Réparer ou geler: en Ukraine, les employés des centrales face aux bombes russes
Une journée de novembre en Ukraine. Il fait zéro degré. Un nouveau bombardement russe vient d'endommager une centrale électrique. Dmytro sait que son équipe doit agir vite. Le chauffage des localités voisines en dépend.
"Les gens sont en train de geler. Donc on essaye de tout rétablir dès que possible et au moins de leur fournir de la chaleur", explique cet ingénieur de 41 ans, dans sa blouse de travail jaune et grise.
Quelques jours après cette attaque, il s'est entretenu avec l'AFP dans sa centrale thermique, dont la compagnie énergétique a souhaité que l'emplacement ne soit pas précisé.

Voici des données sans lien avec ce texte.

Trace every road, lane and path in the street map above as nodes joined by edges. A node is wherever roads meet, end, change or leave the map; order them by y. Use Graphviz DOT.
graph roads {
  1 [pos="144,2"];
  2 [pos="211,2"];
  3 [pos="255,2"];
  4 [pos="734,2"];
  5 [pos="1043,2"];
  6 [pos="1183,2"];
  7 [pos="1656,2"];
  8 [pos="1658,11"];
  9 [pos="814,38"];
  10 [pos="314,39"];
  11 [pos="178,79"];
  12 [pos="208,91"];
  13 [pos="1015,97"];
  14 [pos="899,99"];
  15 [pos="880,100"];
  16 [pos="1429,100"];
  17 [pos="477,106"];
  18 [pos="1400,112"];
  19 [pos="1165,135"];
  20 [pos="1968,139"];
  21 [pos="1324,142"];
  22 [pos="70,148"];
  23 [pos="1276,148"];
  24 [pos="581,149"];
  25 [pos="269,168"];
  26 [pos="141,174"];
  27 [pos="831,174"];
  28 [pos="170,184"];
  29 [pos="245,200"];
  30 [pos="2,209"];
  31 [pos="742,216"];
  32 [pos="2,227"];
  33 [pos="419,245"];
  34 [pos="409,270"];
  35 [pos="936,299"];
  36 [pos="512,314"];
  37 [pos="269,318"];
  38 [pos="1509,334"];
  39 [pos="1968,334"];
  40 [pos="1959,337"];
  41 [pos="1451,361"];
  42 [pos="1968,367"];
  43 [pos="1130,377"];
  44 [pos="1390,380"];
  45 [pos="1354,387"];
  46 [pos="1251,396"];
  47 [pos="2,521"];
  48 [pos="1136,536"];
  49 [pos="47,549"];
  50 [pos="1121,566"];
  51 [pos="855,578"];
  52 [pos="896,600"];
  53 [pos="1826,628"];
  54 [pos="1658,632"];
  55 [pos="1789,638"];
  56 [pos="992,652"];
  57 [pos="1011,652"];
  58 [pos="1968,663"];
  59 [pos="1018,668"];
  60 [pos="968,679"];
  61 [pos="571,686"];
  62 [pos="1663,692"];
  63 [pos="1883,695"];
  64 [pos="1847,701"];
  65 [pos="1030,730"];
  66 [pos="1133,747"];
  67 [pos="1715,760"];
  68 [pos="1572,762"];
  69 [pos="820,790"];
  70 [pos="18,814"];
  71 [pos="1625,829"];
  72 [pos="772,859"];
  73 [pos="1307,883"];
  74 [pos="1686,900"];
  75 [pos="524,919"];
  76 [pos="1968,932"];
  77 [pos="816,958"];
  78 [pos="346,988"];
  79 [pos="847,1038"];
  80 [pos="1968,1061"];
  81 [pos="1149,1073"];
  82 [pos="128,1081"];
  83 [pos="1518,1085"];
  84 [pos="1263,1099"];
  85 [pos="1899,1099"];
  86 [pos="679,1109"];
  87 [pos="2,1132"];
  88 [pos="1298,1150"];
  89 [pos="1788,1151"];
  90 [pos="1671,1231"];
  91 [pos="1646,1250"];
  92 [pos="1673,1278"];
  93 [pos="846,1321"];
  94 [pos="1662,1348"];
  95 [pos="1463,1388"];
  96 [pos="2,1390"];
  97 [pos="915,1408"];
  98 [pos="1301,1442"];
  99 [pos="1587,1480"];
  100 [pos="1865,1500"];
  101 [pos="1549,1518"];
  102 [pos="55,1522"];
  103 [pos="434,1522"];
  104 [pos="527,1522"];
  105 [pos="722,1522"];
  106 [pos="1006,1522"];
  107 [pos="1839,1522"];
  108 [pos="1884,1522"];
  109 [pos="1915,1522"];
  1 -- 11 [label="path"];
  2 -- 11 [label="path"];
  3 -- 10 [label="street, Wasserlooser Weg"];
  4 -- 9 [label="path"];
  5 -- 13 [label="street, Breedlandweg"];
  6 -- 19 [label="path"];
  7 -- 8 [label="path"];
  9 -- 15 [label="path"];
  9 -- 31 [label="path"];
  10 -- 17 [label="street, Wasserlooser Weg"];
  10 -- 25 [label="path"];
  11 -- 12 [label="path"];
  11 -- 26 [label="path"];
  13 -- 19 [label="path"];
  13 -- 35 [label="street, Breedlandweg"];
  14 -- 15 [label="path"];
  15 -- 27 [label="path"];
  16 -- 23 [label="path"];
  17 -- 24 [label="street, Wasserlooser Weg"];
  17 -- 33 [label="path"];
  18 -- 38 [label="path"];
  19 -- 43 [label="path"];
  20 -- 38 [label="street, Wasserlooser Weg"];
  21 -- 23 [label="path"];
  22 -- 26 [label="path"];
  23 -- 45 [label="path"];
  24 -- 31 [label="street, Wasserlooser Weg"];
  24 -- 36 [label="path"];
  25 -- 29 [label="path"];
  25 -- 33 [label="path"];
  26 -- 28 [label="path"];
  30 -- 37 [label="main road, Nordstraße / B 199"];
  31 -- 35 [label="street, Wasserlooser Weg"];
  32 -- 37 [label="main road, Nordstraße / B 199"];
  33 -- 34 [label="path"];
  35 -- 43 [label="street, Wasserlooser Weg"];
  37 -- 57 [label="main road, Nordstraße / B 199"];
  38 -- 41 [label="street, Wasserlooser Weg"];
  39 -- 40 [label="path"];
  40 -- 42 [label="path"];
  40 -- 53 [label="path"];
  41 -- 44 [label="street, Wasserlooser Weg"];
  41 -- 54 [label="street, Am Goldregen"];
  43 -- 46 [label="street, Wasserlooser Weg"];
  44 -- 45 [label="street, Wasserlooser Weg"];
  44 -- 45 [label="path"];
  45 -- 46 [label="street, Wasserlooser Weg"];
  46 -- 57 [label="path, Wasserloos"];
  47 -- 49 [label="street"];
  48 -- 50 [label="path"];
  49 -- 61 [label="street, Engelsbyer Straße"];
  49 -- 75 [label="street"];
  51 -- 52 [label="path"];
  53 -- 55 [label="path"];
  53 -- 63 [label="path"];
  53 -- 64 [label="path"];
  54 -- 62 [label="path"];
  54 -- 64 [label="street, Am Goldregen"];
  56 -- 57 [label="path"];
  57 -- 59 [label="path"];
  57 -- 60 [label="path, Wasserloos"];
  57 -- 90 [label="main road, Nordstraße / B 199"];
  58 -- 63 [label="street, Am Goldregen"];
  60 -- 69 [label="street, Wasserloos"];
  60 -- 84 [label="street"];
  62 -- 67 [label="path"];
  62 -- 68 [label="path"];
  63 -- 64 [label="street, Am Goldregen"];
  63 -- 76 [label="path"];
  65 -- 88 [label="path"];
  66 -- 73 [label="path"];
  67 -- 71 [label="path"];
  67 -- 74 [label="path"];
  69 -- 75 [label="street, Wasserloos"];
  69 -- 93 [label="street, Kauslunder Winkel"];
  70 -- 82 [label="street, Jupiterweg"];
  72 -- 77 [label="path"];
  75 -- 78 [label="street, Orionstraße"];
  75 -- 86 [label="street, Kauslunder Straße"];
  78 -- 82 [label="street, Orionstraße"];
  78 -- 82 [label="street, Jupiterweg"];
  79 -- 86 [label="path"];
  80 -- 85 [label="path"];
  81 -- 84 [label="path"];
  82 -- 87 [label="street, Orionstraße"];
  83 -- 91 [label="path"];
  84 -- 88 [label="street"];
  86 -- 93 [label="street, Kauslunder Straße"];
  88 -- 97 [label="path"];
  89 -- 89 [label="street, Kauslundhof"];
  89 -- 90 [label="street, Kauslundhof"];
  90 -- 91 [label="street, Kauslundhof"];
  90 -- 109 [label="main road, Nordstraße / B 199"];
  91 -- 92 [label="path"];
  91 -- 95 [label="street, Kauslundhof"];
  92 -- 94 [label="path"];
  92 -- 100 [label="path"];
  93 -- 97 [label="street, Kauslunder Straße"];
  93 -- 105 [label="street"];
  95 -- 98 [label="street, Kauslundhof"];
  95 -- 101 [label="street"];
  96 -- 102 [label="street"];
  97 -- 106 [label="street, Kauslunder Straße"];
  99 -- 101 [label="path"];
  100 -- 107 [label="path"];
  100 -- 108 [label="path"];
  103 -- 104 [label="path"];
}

Moscou a intensifié ses attaques sur les infrastructures énergétiques de l'Ukraine ces dernières semaines, plongeant des centaines de milliers de personnes dans le noir alors que l'hiver s'installe avec son lot de gel et de flocons.
Selon Kiev, ces attaques visent à paralyser son réseau énergétique et à saper le moral des Ukrainiens tout au long de l'hiver.
90% endommagés
Ce sont des travailleurs comme Dmytro qui sont chargés de remettre en service les centrales électriques ukrainiennes endommagées après les attaques russes.
Ses collègues et lui sont sous pression. Depuis le début de l'année, Moscou a mené 11 attaques massives sur le réseau civil ukrainien, selon l'opérateur national Ukrenergo.
Si Moscou a reconnu frapper les infrastructures énergétiques de son voisin, elle affirme qu'il s'agit de cibles légitimes car elles "soutiennent les entreprises de l'industrie de la défense ukrainienne".
Selon DTEK, le fournisseur d'énergie ukrainien qui a fait visiter à l'AFP la centrale électrique touchée, ses centrales ont été attaquées près de 200 fois depuis le début de l'invasion en 2022, par des frappes qui ont endommagé environ 90% de leurs capacités de production.
Au total, après bientôt trois ans d'attaque incessantes, trois de leurs travailleurs en été tués et 56 autres blessés.
Dans la centrale endommagée, la neige tombe à travers les trous béants dans le toit, causés par les attaques, et blanchit certaines des turbines rouillées.
"J'ai donné toute ma vie à ce travail, alors c'est dommage de regarder cette centrale maintenant, de voir l'état dans lequel elle se trouve", se désole Dmytro.
Lumière et chaleur
Alors qu'ils tentent de couvrir les fenêtres détruites avec des plaques de bois, les travailleurs essayent de se réchauffer au-dessus d'un petit poêle, pas suffisant contre le froid mordant.
Evgen était assis dans la salle de contrôle lorsque sa centrale a été touchée pour la dernière fois, lors d'une attaque à l'aide d'armes à sous-munitions, qui explosent en plein vol et dispersent des projectiles sur une large zone.
Il a ordonné à tout le monde de se mettre à l'abri, mais est resté à son poste, car il pensait que la station ne pourrait pas fonctionner seule.
"Vous ne pouvez pas laisser l'équipement seul. Tout le monde veut avoir de la lumière et de la chaleur chez soi", explique Evguen à l'AFP.
Selon Viktor Zintchenko, directeur de la communication chez DTEK Energy, les travailleurs "comprennent l'importance de la lumière, l'importance de la chaleur, ils comprennent l'importance d'un système énergétique stable pour tous les Ukrainiens".
Lors d'une attaque, Dmytro a éteint seul l'incendie sur le toit de l'usine, malgré le risque d'effondrement. "Je l'ai fait automatiquement, il fallait le faire, je n'ai pas réfléchi", dit-il à l'AFP.
"Si je ne l'avais pas fait, je savais que le toit aurait brûlé complètement et ça aurait été encore plus difficile à réparer", conclut-il.